------ SUPPLIED RECORDS ------
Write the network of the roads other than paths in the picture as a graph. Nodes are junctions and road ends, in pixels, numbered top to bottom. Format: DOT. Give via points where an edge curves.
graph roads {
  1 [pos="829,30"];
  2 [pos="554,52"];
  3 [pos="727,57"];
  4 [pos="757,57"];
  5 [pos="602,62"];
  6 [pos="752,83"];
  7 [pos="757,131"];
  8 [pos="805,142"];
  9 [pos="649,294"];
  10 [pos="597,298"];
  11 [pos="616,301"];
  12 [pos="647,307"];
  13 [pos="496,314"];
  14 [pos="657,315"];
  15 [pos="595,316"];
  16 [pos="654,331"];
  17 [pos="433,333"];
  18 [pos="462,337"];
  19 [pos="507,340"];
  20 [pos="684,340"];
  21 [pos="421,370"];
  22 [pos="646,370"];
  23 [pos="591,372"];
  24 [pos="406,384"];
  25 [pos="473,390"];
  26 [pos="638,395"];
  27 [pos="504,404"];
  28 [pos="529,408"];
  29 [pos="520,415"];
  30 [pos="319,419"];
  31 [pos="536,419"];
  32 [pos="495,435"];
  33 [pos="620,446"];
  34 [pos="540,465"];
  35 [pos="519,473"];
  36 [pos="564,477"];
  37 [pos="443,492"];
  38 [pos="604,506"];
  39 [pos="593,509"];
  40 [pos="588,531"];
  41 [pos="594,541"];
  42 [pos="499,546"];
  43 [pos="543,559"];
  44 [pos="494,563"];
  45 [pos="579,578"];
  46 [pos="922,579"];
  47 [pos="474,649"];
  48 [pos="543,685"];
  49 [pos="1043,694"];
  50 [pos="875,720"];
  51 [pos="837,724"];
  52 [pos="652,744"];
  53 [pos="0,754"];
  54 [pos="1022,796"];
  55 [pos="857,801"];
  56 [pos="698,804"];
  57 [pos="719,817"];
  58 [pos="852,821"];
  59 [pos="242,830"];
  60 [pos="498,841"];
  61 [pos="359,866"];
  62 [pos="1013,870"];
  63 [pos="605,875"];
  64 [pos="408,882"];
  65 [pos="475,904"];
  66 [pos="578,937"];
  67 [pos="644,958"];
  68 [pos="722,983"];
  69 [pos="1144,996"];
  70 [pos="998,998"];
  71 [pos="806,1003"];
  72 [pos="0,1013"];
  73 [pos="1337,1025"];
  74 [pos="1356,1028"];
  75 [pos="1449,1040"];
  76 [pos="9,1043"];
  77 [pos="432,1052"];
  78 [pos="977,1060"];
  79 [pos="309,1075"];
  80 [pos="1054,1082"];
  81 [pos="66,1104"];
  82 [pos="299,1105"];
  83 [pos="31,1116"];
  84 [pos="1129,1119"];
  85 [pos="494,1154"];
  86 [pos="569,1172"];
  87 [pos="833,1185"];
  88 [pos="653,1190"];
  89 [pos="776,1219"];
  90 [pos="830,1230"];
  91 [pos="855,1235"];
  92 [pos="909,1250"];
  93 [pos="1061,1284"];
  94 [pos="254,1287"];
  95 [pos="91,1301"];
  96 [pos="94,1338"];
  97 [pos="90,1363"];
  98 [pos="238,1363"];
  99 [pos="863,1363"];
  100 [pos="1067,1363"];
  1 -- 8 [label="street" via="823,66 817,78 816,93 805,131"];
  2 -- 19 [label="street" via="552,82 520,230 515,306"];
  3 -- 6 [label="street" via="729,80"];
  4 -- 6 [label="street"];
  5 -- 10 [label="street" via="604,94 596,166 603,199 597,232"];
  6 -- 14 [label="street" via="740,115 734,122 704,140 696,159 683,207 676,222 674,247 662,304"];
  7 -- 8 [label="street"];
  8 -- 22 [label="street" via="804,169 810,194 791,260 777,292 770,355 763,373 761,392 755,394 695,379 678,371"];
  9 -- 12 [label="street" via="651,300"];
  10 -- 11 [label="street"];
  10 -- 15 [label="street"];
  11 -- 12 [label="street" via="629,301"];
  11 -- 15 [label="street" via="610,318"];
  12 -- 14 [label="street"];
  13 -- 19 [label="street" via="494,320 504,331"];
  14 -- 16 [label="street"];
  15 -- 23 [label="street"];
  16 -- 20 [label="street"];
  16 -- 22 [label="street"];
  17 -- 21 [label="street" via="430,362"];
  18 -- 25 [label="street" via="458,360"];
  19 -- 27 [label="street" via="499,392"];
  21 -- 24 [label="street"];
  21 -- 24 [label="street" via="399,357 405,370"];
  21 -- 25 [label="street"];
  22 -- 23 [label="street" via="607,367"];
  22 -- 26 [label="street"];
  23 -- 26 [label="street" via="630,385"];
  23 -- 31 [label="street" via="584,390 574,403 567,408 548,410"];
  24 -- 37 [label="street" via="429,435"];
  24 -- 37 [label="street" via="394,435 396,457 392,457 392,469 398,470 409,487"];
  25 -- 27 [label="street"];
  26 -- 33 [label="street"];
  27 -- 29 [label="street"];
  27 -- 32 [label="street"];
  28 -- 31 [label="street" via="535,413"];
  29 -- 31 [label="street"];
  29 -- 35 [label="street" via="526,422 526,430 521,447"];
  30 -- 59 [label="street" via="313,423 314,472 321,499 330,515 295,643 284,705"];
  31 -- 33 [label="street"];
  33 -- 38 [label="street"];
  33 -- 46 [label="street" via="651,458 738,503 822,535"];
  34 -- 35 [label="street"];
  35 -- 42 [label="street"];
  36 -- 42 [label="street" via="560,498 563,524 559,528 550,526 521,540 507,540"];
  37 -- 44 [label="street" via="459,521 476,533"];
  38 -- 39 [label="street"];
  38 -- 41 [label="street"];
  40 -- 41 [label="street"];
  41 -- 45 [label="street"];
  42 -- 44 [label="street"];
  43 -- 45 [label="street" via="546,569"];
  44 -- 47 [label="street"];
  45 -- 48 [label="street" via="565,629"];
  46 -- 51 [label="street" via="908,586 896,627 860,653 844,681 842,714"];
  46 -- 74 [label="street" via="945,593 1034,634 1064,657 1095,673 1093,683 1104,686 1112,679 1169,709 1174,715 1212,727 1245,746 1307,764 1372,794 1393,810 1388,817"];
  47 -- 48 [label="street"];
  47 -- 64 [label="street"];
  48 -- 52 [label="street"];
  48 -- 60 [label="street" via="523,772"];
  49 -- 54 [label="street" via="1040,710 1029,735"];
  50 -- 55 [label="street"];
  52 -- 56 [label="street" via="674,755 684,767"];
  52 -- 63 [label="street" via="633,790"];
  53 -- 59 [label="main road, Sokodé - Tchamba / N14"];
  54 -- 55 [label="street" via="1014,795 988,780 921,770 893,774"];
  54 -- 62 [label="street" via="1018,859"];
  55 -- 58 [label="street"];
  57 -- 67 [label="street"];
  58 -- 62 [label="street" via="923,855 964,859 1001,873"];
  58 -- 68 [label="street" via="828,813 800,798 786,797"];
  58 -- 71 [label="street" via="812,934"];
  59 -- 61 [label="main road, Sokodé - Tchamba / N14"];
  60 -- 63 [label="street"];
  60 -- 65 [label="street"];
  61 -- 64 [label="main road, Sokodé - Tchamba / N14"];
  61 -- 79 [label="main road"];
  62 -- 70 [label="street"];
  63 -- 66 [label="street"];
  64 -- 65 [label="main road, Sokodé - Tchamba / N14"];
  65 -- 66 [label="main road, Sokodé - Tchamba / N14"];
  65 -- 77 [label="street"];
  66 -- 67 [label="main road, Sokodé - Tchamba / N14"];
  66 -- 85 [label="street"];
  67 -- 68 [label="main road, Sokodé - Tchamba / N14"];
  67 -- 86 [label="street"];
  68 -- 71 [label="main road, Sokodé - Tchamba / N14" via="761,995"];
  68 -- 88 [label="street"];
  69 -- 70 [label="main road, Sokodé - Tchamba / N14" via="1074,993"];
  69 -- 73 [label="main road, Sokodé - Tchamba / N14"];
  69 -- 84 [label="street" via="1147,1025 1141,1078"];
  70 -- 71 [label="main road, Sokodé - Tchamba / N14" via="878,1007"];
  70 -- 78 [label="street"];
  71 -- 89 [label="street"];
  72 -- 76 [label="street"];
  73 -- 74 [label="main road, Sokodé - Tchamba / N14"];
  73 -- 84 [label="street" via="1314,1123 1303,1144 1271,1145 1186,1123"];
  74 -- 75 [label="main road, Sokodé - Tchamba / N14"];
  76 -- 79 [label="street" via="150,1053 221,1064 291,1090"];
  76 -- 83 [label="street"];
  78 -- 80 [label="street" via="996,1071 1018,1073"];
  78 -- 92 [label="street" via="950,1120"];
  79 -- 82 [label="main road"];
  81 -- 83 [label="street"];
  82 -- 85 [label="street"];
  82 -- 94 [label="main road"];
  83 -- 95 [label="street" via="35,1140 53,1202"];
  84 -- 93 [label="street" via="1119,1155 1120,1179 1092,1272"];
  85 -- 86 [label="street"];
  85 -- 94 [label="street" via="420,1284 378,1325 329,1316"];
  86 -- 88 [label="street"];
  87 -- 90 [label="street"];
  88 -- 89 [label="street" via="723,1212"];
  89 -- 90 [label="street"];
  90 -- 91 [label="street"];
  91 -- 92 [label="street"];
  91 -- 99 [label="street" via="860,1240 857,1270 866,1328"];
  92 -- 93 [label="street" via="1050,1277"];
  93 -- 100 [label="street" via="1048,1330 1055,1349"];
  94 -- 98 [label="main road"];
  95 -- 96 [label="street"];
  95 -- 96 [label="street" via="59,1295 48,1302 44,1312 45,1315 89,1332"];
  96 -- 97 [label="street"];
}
------
## DIRECTIONS
A complete answer gives every line of the records holding "graph".

## EXERCISE RESPONSE
Write the network of the roads other than paths in the picture as a graph. Nodes are junctions and road ends, in pixels, numbered top to bottom. Format: DOT. Give via points where an edge curves.
graph roads {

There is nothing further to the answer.